An der Tür lässt Sven ihr höflich den Vortritt. Dann laufen beide mit schnellen Schritten den Gang entlang.

»Sind die Eltern wenigstens gleich zu uns gekommen? Nach ihrer eigenen vergeblichen Suchaktion, meine ich«, erkundigt sich der Oberkommissar.

»Leider nein. Sie sind zuerst zur Lister Polizeistation gefahren. Die Kollegen haben sie aber direkt hierhergeschickt.«

»Wie’s aussieht, sollten wir besser sofort einen Hubschrauber anfordern. Er kann die Dünen absuchen. Das ist ja ein riesiges Areal da oben. Und wenn es erst mal dunkel ist, nutzt das nichts mehr.«

»Außerdem muss einer die Mutter beruhigen. Sie ist völlig außer sich.«

Wie zur Bestätigung dieser Bemerkung dringt jetzt lautes Schluchzen zu ihnen. Silja wirft Sven einen knappen Blick zu. Sven bleibt stehen.

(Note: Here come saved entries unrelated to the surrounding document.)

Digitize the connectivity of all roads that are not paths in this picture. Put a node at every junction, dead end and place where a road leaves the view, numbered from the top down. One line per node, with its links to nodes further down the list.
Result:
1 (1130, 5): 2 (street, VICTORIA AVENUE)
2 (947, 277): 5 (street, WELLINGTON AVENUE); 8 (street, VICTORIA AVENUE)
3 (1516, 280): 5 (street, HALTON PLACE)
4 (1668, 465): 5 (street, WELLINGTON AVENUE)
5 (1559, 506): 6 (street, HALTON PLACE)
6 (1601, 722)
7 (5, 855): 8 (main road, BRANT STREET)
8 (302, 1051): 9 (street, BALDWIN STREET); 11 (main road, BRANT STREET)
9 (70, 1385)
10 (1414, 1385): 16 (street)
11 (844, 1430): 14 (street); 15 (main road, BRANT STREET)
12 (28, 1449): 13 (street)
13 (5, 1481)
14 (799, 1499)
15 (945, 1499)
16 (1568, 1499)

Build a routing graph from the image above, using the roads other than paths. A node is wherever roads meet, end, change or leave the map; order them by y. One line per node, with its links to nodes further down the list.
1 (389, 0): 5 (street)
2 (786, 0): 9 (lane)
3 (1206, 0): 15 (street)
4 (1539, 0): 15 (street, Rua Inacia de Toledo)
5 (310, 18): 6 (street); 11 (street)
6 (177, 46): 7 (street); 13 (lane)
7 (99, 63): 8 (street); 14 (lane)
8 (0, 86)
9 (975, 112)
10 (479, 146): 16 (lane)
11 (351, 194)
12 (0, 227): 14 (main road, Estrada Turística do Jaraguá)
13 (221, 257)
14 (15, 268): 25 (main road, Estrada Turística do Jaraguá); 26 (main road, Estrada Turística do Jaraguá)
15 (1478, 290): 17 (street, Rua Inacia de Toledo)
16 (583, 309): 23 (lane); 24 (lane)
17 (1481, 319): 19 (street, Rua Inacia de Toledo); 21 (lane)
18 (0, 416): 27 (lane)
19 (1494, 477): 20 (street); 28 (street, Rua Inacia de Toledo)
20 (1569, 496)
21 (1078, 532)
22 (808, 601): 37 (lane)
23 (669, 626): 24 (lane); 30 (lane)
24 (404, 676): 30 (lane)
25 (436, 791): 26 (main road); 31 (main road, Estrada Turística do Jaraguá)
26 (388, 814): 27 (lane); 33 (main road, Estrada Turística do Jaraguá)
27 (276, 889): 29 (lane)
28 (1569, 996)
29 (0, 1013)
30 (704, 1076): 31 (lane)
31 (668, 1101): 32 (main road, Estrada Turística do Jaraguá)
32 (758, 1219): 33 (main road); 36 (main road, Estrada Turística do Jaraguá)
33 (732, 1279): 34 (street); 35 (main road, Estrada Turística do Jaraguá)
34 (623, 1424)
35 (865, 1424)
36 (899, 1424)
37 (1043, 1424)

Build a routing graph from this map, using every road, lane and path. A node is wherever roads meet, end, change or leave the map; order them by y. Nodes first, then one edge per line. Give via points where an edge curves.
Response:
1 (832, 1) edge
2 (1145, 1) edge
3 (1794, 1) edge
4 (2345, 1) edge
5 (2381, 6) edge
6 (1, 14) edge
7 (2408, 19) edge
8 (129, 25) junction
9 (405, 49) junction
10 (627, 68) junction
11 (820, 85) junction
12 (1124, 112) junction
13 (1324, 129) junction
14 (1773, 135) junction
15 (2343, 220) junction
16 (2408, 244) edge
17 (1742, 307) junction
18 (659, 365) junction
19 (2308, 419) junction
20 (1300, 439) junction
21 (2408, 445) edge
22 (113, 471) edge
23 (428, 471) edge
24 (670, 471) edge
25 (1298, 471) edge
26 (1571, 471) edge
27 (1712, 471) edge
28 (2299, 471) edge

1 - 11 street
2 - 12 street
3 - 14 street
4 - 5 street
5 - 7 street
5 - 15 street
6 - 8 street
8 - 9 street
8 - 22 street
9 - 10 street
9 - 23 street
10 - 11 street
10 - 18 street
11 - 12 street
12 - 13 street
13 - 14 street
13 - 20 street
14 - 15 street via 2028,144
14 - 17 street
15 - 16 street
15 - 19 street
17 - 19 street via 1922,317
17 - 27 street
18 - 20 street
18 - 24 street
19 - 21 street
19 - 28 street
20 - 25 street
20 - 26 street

»Warte. Wir machen es anders. Geh du erst mal allein nach unten und gib der Frau ein Beruhigungsmittel. Der Ehemann ist auch dabei?«

Silja nickt.

»Dann soll er dafür sorgen, dass sie es auch schluckt. Danach bringst du beide zu mir hoch. Ich sehe in der Zwischenzeit zu, dass ich ein paar Leute zusammentrommele, die sich noch mal gründlich am Weststrand umsehen. Und zwar sofort. Vielleicht helfen die Kollegen von der Feuerwehr. Außerdem muss ich meiner Frau Bescheid sagen, dass sie die Kleine allein ins Bett bringen soll.«

Winterbergs letzte Worte kann Silja schon nicht mehr hören, so schnell ist sie die Treppe hinuntergeeilt. Das Schluchzen der Mutter geht ihr durch Mark und Bein, und es ruft Erinnerungen wach, die sie für immer verdrängt zu haben glaubte.